En los terrenos del hospital desaparecido se construyó con posterioridad una casa palacio, hoy también, desgraciadamente, desaparecida. Era la casa solariega de los señores de Iñigo, ya que su antepasado, Francisco Nieto Bonal, había comprado el hospital, iglesia y dependencias cuando en 1791 se extinguió la orden. Don Francisco, militar, jefe de la Tercera Comandancia de Tropa en la Guerra de la Independencia, fue apresado por los franceses en 1810, siendo desterrado a Zamora. Nieto Bonal mandó destruir su casa palacio, construida en 1780, por haberse alojado en ella un general francés2.
Al frente del hospital había un comendador que tenía jurisdicción nada menos que sobre Medina del Campo. Adscrito a la iglesia funcionaba una cofradía que se dedicaba a dar solemnidad a los cultos de la misma. El hospital, como hemos dicho, tenía una iglesia, aneja a sus dependencias, que quedó arruinada a finales del siglo XVII, aunque fue reconstruida con posterioridad. Según Villar y Macías el templo recibió el Santísimo Sacramento de nuevo, con gran solemnidad, el 21 de abril de 1710.
Poco había de durar la alegría de la recuperación del templo, ya que a finales de ese mismo siglo, en 1791, el hospital fue extinguido por una bula papal. Pío VI, viendo que la enfermedad del fuego infernal había desaparecido hacía siglos, y encontrando que los fines para los que había sido creado dicho establecimiento también habían desaparecido, procedió a decretar su final. Se sabe que en aquella fecha era comendador del Hospital de San Antón Fray Benito Sánchez.
Muchos años después de la desaparición del último de los enfermos de fuego infernal, especie de lepra que se extendió por Europa desde Asia, el hospital deja de existir como tal. La ruina y la desidia se apoderaron de él y como tantos otros edificios de la monumental Salamanca n no ha llegado hasta nosotros ni un pequeño resto de su fábrica.
Sin embargo, en algunos pueblos quedan aún reminiscencias de la costumbre aquí referida, cebar un cerdo por el vecindario para beneficio del cura de la localidad. El marrano recorre las calles en libertad, parándose en las puertas desde donde se le arrojan las sobras de la comida familiar. Muchos de estos guarros tenían problemas sanitarios, hoy prácticamente desaparecidos, como la triquinosis.

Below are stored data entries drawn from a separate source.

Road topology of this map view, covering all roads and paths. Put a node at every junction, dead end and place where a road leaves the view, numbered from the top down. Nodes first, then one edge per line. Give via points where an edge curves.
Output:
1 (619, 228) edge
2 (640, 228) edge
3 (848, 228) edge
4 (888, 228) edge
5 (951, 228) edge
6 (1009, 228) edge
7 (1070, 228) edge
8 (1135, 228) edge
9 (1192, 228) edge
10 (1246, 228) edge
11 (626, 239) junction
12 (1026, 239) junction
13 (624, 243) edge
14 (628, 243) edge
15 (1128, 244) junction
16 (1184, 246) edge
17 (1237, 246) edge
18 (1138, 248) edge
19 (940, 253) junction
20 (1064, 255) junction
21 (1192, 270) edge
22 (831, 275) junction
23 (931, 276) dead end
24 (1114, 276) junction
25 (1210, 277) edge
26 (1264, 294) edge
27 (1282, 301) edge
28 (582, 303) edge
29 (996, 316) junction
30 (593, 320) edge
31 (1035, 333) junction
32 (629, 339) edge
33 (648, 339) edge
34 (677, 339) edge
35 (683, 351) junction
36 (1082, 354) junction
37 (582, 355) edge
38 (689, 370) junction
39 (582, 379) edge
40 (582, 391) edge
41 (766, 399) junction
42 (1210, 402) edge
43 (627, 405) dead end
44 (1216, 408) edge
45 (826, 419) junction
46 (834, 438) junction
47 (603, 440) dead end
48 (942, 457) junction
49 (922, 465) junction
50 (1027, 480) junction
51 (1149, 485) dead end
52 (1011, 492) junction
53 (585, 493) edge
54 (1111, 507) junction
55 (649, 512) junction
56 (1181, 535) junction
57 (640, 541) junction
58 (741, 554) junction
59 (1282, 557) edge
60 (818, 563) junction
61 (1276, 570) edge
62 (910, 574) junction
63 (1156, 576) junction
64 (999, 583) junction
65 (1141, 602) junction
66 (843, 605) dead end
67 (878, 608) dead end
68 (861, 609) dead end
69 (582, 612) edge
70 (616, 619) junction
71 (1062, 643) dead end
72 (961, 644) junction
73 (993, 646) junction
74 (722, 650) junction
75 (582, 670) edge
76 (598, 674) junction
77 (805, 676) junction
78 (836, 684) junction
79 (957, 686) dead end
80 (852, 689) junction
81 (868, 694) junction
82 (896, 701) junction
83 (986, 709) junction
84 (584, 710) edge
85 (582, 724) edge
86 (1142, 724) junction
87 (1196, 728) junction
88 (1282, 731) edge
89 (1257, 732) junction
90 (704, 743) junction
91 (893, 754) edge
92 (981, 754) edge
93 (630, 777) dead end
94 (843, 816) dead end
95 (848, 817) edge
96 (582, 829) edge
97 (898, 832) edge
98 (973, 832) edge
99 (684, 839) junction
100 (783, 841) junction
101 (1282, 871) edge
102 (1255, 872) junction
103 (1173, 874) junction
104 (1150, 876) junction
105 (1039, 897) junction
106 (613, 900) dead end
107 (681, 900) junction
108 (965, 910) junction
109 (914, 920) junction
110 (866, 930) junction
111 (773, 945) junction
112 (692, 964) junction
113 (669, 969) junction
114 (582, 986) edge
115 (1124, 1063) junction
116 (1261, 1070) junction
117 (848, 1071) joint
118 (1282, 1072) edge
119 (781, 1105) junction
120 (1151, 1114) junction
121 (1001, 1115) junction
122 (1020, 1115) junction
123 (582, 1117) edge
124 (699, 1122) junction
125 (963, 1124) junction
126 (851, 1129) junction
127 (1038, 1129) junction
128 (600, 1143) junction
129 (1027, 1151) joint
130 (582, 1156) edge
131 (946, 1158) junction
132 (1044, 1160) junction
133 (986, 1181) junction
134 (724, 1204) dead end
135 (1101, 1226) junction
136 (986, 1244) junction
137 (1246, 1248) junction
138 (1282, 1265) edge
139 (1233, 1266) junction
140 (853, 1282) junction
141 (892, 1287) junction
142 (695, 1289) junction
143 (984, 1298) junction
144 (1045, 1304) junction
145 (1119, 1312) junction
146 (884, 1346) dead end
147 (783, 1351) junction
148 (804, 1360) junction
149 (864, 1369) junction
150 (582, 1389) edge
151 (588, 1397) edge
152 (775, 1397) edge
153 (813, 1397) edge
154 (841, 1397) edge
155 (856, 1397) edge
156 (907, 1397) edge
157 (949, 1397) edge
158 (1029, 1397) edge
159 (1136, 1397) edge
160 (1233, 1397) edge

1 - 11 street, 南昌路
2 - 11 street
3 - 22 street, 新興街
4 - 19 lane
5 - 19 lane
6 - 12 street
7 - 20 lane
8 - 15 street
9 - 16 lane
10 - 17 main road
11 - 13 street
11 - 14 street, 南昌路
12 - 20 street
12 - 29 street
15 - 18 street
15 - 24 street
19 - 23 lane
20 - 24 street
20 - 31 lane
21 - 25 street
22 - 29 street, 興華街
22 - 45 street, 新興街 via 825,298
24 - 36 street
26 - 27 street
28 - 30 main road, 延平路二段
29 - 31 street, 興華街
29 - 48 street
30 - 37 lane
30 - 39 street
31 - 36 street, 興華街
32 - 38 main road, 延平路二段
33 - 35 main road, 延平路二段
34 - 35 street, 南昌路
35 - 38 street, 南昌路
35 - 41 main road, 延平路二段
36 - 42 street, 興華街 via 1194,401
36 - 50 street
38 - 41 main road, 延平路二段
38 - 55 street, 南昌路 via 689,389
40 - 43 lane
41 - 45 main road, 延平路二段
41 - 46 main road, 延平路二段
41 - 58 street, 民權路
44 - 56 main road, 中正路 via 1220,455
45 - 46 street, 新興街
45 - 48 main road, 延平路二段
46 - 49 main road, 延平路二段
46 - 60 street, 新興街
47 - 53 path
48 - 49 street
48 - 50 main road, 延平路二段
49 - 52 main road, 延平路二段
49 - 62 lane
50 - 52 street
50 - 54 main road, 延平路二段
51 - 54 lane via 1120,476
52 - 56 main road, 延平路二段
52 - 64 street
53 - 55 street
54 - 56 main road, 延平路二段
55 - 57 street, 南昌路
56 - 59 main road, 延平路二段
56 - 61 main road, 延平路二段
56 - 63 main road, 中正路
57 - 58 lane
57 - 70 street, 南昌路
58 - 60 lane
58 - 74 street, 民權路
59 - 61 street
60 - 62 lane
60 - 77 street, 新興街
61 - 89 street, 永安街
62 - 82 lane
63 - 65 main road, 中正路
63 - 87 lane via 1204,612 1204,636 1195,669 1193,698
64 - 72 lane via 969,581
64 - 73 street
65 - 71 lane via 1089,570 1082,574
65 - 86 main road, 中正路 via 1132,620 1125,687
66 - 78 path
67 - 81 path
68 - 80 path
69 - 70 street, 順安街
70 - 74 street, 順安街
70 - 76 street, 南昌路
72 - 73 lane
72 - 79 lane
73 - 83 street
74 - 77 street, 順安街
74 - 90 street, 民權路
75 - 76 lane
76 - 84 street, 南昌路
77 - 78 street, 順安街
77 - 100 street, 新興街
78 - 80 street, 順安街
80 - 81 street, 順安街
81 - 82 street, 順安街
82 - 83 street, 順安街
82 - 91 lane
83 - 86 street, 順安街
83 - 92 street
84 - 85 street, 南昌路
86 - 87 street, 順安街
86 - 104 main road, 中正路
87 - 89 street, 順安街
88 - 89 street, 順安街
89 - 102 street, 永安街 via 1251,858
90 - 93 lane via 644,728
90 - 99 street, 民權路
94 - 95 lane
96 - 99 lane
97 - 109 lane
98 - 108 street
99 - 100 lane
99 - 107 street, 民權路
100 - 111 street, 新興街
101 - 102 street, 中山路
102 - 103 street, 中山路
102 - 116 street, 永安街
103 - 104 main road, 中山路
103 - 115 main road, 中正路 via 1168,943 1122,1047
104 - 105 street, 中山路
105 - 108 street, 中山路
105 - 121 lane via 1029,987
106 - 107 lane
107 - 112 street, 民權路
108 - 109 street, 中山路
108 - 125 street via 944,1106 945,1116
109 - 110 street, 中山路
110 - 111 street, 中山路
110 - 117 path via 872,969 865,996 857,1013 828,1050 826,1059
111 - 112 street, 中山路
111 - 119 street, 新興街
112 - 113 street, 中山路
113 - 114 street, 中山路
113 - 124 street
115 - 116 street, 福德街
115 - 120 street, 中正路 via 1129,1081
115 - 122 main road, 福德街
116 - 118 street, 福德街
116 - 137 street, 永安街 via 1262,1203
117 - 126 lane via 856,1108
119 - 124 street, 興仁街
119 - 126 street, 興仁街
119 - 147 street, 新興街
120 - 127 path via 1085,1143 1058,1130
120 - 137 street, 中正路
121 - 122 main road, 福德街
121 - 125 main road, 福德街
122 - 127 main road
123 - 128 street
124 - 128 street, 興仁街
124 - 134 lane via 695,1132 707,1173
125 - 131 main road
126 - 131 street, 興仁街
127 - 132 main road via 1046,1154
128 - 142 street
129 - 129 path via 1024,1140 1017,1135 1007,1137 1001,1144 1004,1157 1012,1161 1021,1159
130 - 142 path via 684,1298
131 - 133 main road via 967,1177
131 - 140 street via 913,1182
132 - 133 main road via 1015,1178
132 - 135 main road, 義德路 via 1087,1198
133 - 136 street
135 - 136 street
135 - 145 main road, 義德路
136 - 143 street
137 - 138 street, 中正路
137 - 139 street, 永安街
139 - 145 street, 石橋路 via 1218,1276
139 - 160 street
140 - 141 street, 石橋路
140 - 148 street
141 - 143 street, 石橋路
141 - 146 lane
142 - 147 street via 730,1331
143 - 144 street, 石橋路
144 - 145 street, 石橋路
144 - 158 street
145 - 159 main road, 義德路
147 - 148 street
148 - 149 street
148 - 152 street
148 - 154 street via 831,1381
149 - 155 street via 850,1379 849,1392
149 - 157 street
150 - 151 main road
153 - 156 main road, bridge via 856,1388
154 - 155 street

En La Alberca, a la salida del templo, por uno de sus laterales, se puede ver una escultura de granito representando un cerdo. Hace tan sólo tres años, visitando en el verano ese hermoso pueblo serrano, unos amigos, mi esposa y yo, hemos tomado un café en la plaza mayor albercana junto a un marrano que, pacíficamente, estaba recostado, a la sombra, junto a nosotros. Ni que decir tiene que no se inmutó ante el sin número de fotografías que le hacían cuantos turistas llenaban la plaza. Todos a su alrededor le respetaban y él, sabedor de que no corría ningún peligro, permaneció en esa posición de reposo durante el tiempo que quiso.
El cerdo de San Antón de la Alberca del año 2005 no tuvo tanta suerte como sus antecesores, desapareció en manos de los amigos de lo ajeno. Este incidente impidió que se pudiera realizar la rifa del cerdo el 17 de enero de 2006 como se viene haciendo desde hace siglos. En ese día el pueblo asiste a misa, sacan en procesión al santo alrededor de la iglesia y se bendicen los animales. En la actualidad se realiza un sorteo entre los vecinos del pueblo que este año ha quedado sin premio.
Estas costumbres se han conservado con frescura en algunos lugares de España, pero muchos ignoran que su origen se remonta a un privilegio de un rey generoso con unos enfermos y con unos frailes que les atendían en hospitales apropiados para su enfermedad. Desaparecidos los hospitales, los frailes, los enfermos y la enfermedad, perduran, desfigurados por el tiempo, las costumbres de alimentar un cerdo para costear los gastos de mantenimiento de estos centros sanitarios. En el inconsciente colectivo ha quedado recogido el marrano con significación ambivalente, no exenta de malicia. Así el cerdo de San Antón es conocido en nuestros pueblos como el cerdo del cura.